TOKYO and BURBANK—Jul 12, 2006
Paramount Pictures Corporation Joins Third Phase of '4K Pure Cinema' - World's First Networked 4K Digital Cinema Joint Field Trial, Which Has Now Been Extended Through 2006
'Mission Impossible III (M:i:III)' to be Distributed Over Fiber-Optic Network and Exhibited in '4K Pure Cinema' in Japan
New Toho Theater Capable of '4K Pure Cinema' Exhibition Opens on September 22nd in Osaka
4K Pure Cinema," the world's first field test to use the Digital Cinema Initiatives (DCI) Digital Cinema System Specifications at the highest quality standard of 4K to test the service model of digital cinema distribution and exhibition of feature-length motion pictures has announced another expansion. Paramount Pictures, a major Hollywood studio, assisted by its local distribution affiliate United International Pictures (Far East), will join current field trial participants Warner Bros. Entertainment Inc., Warner Entertainment Japan Inc., Sony Pictures Entertainment Inc., Sony Pictures Entertainment Japan Inc., Toho Co., Ltd., Warner Mycal Corporation, Nippon Telegraph and Telephone Corporation, Nippon Telegraph and Telephone East Corporation and Nippon Telegraph and Telephone West Corporation.
The first public showing as part of this expanded field trial will start Saturday, July 8, 2006, when "Mission Impossible III (M:i:III)" by Paramount Pictures opens in Japan, with a digital release at "4K Pure Cinema" quality in Warner Mycal Cinemas and TOHO CINEMAS in the Tokyo and Osaka regions. M:i:III, which originated in the 2K format, will be up-converted to 4K resolution in real time as part of the DCI-compliant digital cinema playback process.

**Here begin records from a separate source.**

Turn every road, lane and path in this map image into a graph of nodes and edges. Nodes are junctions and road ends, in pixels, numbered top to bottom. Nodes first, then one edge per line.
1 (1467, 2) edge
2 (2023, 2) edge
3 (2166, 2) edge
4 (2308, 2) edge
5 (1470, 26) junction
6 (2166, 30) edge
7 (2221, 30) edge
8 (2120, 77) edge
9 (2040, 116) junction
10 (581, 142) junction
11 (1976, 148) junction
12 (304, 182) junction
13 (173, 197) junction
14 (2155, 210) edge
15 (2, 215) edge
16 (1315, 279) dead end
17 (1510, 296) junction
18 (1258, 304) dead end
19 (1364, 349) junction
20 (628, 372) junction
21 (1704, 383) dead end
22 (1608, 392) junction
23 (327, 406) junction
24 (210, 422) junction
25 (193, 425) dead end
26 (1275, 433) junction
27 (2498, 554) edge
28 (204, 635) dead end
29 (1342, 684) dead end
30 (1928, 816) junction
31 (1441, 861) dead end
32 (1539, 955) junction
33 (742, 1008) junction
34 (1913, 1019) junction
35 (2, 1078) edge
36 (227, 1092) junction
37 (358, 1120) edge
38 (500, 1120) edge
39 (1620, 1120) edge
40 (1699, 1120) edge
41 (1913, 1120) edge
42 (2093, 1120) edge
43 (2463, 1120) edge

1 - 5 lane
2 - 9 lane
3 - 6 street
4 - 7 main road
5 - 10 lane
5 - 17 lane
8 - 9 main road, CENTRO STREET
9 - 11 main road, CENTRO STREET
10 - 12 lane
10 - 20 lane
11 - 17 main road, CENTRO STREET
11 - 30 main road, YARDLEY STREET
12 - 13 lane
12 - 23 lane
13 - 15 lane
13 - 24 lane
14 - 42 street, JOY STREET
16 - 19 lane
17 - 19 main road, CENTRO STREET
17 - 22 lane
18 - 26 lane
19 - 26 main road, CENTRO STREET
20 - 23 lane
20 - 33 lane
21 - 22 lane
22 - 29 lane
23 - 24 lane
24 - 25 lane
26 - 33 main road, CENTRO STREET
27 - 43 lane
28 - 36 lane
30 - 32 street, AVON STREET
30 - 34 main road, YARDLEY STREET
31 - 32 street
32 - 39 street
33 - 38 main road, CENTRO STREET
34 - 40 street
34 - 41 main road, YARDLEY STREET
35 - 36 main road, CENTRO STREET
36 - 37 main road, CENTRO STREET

Toho Co., Ltd. has also announced that a new Toho theater capable of "4K Pure Cinema" exhibition will open in Osaka on September 22nd increasing the total number of screens showing 4K quality content. To take advantage of new participants joining and a new theater opening, the field trial will be extended until the end of the year 2006 to further evaluate interoperability of Digital Cinema Package (DCP) produced by various distributors.
This expansion marks a further step forward toward the rollout of digital cinema in Japan. The field trial will continue to provide Hollywood's newest feature movies at the highest quality standard of 4K, comparable to a professional 35mm film "answer print" and superior in many ways to traditional film "release prints" typically shown in local cinema theaters. Subsequent digital cinema releases scheduled as part of the field trials through the summer of 2006 will be announced shortly.
The first and second phases of the "4K Pure Cinema" joint field trial have included the films "Tim Burton's Corpse Bride," "Harry Potter and the Goblet of Fire," "V for Vendetta," "The Da Vinci Code" and "Poseidon," all in the DCI specified 4K format. The field trial participants have received many positive comments from movie-goers mentioning the superb quality of the 4K digital images and the uncompressed multi-channel digital sound, as well as the clarity and stability of the Japanese language subtitles, which made them easier to read.
A fiber-optic testbed has been configured to send DCI-compliant digital cinema packages (DCP) containing feature-length motion pictures from California to distribution servers at NTT's Yokosuka R&D Center, NTT West's Osaka Data Center, and NTT East's Tokyo Data Center. The encrypted DCP's received from Paramount, Sony Pictures Entertainment and Warner Bros. will be distributed via NTT's domestic fiber optic networks to Warner Mycal Cinemas Itabashi, TOHO CINEMAS Roppongi Hills, CINEMA MEDIAGE, TOHO CINEMAS Takatsuki and TOHO CINEMAS Namba where secure 4K digital cinema playback systems provided by NTT will be used to screen feature movies on a regular schedule for paying customers using Sony SXRD 4K projectors.
This field trial is designed to allow the participants to evaluate digital distribution and digital exhibition from various perspectives including image quality, viewer response, operational efficiency, security and reporting, network performance and reliability, and the costs related to both network distribution and theater management. The field trial will implement the DCI specifications for both the 4K format of 4,096 by 2,160 pixels (total resolution of more than eight million pixels) and the 2K format at 2,048 by 1,080 pixels (total resolution of more than two million pixels).
The 11 companies participating in these expanded field trials share a common conviction that the introduction of digital cinema has the potential for providing real benefits to theatre audiences, theatre owners, filmmakers and distributors. They also recognize that the potential benefits of digital cinema cannot be fully realized without industry-wide standards supporting interoperability and compatibility around the world, as detailed in the Digital Cinema Initiatives Specification that establishes and documents voluntary specifications for an open architecture for digital cinema that ensures a uniform and high level of technical performance, reliability and quality control. The new participants provide distribution management and supply of D-Cinema content in accordance with DCI specifications.